*What the exercise asks*. In the entries below, find each line bearing the string "roads" and copy it.

*Records shown*.
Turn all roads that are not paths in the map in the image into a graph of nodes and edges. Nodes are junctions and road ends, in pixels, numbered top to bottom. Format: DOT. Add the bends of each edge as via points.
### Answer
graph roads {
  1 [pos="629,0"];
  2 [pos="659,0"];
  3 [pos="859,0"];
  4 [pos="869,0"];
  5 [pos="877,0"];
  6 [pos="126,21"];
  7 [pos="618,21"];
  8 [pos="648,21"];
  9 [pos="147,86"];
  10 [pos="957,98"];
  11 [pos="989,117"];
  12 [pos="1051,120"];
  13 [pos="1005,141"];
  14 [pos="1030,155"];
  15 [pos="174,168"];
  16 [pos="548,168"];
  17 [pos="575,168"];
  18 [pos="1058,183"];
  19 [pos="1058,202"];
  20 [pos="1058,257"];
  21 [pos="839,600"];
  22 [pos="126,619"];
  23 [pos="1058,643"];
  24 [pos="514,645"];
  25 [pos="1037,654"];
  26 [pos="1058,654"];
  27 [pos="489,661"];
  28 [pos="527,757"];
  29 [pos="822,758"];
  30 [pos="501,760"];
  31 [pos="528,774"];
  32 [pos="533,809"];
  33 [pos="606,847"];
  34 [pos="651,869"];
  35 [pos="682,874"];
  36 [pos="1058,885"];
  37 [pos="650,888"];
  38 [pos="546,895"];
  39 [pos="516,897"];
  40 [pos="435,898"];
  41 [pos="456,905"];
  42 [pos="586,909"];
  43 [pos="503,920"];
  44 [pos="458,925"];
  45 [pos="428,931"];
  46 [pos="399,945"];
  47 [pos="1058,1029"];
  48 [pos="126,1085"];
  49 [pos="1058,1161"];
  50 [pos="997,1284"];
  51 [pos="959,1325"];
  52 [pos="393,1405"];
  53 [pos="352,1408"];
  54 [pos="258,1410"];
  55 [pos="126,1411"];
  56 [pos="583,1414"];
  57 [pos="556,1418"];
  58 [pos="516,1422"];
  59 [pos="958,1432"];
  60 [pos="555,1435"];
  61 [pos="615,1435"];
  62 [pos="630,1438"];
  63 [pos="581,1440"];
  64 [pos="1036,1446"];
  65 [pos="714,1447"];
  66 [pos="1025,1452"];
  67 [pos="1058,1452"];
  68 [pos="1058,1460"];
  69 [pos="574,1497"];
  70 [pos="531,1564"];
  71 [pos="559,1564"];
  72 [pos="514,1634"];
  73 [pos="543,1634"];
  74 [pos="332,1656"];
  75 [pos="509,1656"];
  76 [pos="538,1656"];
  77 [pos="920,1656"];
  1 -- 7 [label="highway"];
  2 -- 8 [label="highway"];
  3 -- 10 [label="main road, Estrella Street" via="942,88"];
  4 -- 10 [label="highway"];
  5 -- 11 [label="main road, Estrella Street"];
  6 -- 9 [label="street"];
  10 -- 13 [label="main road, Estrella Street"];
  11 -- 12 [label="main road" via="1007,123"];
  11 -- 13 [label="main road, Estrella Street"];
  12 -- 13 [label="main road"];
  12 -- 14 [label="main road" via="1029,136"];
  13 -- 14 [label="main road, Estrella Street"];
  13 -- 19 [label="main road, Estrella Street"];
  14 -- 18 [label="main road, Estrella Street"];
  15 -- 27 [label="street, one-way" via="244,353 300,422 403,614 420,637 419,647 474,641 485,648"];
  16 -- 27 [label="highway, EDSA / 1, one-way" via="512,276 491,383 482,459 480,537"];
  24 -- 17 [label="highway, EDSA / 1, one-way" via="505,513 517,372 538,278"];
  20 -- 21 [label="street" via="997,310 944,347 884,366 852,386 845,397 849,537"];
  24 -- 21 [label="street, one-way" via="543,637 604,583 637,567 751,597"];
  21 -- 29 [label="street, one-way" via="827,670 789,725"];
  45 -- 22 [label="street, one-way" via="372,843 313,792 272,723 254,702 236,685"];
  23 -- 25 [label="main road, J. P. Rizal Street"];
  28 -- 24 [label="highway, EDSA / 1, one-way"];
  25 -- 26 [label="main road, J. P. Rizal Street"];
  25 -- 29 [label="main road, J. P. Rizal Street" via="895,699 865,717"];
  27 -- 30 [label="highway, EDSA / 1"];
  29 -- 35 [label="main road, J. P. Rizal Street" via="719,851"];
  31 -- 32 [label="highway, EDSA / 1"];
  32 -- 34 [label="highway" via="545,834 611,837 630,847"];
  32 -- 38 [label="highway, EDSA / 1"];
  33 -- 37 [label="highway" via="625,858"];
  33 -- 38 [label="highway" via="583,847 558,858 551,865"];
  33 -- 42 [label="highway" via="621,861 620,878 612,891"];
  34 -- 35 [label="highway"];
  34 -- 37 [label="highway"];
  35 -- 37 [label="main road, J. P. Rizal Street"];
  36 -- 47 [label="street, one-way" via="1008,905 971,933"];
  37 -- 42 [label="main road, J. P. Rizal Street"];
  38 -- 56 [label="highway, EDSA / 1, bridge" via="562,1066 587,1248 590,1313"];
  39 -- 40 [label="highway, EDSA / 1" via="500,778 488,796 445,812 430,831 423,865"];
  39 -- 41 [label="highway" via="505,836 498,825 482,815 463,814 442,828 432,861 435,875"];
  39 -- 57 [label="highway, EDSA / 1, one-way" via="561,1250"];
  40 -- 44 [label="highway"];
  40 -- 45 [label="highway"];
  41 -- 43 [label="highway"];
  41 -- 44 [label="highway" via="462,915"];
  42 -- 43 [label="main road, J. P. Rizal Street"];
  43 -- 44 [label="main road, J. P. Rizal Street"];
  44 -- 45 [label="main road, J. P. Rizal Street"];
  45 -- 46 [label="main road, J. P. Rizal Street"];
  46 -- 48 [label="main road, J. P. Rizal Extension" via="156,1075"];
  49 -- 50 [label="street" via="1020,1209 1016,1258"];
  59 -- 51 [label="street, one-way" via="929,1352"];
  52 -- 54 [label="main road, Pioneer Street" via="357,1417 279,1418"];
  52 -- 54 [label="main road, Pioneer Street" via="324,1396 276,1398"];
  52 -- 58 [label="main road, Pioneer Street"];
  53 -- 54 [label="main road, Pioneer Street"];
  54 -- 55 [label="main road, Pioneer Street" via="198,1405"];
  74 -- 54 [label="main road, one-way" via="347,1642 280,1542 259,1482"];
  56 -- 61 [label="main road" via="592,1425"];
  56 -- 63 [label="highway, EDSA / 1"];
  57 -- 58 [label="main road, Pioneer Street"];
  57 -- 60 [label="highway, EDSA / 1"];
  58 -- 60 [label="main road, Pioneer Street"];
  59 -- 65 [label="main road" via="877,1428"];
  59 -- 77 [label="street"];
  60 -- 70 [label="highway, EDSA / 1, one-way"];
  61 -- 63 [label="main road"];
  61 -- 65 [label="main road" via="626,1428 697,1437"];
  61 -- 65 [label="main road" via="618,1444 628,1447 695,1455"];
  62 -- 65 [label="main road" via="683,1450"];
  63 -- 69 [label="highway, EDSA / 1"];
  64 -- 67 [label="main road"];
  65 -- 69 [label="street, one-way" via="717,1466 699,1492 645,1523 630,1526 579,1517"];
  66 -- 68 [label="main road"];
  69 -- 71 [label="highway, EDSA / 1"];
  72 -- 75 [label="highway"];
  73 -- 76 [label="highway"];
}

*Task result*.
Turn all roads that are not paths in the map in the image into a graph of nodes and edges. Nodes are junctions and road ends, in pixels, numbered top to bottom. Format: DOT. Add the bends of each edge as via points.
graph roads {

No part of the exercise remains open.